__REQUIRED WORK__: Take every line from the records below that includes the word "Albrecht".

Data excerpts
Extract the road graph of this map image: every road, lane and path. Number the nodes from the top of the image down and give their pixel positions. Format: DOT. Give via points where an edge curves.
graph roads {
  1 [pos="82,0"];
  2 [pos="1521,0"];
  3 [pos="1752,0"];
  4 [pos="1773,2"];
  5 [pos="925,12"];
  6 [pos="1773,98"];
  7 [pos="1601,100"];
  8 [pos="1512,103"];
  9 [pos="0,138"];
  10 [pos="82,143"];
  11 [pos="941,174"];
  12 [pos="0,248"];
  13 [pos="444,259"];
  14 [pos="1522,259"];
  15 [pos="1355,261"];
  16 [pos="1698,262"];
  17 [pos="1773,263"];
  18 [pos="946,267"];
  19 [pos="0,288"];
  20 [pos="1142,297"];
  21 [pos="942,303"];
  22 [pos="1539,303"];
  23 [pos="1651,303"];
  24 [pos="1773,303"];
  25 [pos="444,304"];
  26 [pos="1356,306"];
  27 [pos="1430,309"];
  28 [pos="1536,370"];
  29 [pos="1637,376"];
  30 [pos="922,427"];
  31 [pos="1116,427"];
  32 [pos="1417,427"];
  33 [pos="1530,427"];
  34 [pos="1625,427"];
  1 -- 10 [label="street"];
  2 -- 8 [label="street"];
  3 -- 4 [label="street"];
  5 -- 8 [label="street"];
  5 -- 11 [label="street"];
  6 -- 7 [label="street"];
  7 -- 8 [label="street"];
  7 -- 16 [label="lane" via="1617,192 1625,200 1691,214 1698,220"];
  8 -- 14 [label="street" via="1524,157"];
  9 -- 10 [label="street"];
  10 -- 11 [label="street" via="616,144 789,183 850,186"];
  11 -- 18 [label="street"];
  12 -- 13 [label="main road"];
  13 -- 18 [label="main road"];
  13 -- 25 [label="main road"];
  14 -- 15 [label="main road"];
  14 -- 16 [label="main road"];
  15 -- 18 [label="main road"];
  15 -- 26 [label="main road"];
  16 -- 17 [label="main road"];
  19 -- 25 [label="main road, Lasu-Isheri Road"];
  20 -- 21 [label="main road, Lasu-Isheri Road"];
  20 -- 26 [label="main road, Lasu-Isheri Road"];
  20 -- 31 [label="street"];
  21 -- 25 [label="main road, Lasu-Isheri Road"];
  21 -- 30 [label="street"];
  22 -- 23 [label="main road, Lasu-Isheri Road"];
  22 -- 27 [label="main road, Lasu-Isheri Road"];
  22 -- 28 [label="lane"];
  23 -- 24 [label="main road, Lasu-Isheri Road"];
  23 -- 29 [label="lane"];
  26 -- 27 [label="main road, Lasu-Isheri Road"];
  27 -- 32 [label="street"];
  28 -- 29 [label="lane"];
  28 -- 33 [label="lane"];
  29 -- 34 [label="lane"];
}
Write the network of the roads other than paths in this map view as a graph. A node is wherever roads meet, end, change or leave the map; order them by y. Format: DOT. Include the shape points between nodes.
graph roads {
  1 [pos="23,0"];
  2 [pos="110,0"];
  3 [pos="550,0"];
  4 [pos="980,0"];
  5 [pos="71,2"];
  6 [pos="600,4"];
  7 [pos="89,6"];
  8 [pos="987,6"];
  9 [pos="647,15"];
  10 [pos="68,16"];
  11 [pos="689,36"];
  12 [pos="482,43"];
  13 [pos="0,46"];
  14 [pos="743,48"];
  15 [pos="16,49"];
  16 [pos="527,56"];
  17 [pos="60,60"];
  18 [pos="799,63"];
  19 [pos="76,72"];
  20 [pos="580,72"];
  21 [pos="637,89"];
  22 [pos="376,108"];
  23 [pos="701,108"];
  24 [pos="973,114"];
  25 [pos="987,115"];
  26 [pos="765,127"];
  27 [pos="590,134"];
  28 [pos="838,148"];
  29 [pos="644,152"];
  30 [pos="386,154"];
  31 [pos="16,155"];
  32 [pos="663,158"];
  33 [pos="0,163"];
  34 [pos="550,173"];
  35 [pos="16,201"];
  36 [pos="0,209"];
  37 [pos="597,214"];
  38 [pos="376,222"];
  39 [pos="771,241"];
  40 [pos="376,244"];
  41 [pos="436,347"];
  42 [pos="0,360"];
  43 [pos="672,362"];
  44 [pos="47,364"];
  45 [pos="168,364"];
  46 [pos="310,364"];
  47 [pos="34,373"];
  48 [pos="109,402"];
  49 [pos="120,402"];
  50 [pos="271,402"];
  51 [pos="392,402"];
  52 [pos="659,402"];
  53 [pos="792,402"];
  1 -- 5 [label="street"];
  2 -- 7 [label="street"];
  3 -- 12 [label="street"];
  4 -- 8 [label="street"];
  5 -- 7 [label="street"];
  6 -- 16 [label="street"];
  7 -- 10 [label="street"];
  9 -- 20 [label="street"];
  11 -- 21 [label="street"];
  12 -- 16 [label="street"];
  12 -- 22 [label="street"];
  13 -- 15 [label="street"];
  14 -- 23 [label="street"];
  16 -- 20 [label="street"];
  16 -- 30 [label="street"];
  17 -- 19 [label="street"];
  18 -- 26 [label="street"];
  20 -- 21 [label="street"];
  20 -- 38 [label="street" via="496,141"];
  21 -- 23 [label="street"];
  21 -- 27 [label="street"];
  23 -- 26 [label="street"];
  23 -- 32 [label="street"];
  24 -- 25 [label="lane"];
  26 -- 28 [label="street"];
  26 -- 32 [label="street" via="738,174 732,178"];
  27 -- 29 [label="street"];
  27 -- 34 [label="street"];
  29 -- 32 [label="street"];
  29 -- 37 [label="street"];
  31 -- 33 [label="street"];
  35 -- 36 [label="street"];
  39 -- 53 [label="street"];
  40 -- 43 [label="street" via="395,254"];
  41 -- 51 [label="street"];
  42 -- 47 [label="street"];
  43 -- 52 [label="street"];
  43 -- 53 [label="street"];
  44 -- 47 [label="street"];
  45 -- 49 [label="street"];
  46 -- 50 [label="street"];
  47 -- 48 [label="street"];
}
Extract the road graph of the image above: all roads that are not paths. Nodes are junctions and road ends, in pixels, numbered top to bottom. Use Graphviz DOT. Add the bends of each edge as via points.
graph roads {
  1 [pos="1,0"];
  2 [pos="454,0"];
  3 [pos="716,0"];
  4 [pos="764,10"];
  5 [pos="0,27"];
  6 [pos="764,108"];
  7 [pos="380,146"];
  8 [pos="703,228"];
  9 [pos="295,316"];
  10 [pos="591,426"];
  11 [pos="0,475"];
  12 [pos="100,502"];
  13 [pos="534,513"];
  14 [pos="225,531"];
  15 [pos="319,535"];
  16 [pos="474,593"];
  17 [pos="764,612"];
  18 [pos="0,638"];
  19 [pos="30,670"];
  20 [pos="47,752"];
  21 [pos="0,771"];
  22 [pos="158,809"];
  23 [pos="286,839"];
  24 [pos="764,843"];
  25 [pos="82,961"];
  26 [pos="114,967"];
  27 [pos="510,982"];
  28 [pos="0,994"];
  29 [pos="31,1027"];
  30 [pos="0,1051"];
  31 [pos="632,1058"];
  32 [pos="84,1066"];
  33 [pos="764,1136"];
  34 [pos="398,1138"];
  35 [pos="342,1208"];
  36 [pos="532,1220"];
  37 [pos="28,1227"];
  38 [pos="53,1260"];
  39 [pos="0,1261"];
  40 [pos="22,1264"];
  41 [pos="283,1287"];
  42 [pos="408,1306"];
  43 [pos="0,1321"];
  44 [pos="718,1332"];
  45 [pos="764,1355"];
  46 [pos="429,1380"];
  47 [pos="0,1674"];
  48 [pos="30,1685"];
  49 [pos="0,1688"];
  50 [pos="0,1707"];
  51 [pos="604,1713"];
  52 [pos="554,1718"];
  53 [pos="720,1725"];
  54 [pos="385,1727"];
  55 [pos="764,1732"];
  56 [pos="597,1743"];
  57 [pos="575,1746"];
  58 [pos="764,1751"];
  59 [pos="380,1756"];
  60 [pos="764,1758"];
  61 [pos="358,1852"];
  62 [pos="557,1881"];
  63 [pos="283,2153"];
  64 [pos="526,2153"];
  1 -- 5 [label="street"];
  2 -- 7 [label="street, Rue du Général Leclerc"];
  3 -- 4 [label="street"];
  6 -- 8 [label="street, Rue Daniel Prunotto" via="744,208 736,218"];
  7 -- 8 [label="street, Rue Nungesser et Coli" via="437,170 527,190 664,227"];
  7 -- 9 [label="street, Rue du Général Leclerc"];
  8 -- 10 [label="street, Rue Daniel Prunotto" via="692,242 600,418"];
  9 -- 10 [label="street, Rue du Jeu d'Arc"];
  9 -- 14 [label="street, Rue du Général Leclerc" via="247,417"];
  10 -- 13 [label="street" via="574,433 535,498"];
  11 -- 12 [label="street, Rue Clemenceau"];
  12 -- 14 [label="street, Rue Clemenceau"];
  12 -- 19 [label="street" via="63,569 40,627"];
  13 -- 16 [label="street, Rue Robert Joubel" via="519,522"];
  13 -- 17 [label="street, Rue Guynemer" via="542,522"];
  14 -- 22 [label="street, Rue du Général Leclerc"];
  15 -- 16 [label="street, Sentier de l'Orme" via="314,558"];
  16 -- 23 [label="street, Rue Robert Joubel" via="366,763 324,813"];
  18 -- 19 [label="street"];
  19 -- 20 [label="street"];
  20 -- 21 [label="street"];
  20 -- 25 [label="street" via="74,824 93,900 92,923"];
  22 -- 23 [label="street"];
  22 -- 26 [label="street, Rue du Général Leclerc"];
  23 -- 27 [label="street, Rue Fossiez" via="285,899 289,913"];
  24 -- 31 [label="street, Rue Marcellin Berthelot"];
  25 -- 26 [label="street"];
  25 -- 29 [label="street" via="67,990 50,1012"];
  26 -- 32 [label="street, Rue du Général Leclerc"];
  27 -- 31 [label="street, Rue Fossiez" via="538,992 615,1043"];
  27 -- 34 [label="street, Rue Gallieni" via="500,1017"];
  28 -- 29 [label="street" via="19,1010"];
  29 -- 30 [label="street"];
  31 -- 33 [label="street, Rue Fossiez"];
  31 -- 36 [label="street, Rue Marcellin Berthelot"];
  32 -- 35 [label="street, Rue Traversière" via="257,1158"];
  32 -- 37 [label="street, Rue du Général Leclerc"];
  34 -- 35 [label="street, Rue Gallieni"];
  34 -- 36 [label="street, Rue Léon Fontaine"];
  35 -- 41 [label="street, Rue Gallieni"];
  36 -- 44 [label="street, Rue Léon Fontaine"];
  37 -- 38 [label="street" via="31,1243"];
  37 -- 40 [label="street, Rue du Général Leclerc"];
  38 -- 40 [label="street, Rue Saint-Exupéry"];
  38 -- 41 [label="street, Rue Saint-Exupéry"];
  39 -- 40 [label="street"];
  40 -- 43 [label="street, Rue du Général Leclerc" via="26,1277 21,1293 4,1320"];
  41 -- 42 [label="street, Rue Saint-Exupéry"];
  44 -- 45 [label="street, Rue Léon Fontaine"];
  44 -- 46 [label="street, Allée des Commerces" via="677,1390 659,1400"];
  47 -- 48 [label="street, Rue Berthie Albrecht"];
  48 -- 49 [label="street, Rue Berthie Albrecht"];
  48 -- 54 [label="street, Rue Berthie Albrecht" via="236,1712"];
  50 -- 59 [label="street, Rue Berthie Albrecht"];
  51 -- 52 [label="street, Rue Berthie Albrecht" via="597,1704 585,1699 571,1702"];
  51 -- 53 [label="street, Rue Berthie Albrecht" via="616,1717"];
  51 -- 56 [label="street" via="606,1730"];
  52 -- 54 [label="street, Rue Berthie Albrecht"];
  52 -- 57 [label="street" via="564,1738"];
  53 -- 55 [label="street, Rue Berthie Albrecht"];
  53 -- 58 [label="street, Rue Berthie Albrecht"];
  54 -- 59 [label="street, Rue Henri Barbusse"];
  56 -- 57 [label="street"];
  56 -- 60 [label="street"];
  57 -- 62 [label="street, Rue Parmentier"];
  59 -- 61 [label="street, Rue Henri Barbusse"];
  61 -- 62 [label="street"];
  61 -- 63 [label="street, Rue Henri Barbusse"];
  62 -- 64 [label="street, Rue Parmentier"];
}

__RESPONSE FOR THIS EXERCISE__:
  47 -- 48 [label="street, Rue Berthie Albrecht"];
  48 -- 49 [label="street, Rue Berthie Albrecht"];
  48 -- 54 [label="street, Rue Berthie Albrecht" via="236,1712"];
  50 -- 59 [label="street, Rue Berthie Albrecht"];
  51 -- 52 [label="street, Rue Berthie Albrecht" via="597,1704 585,1699 571,1702"];
  51 -- 53 [label="street, Rue Berthie Albrecht" via="616,1717"];
  52 -- 54 [label="street, Rue Berthie Albrecht"];
  53 -- 55 [label="street, Rue Berthie Albrecht"];
  53 -- 58 [label="street, Rue Berthie Albrecht"];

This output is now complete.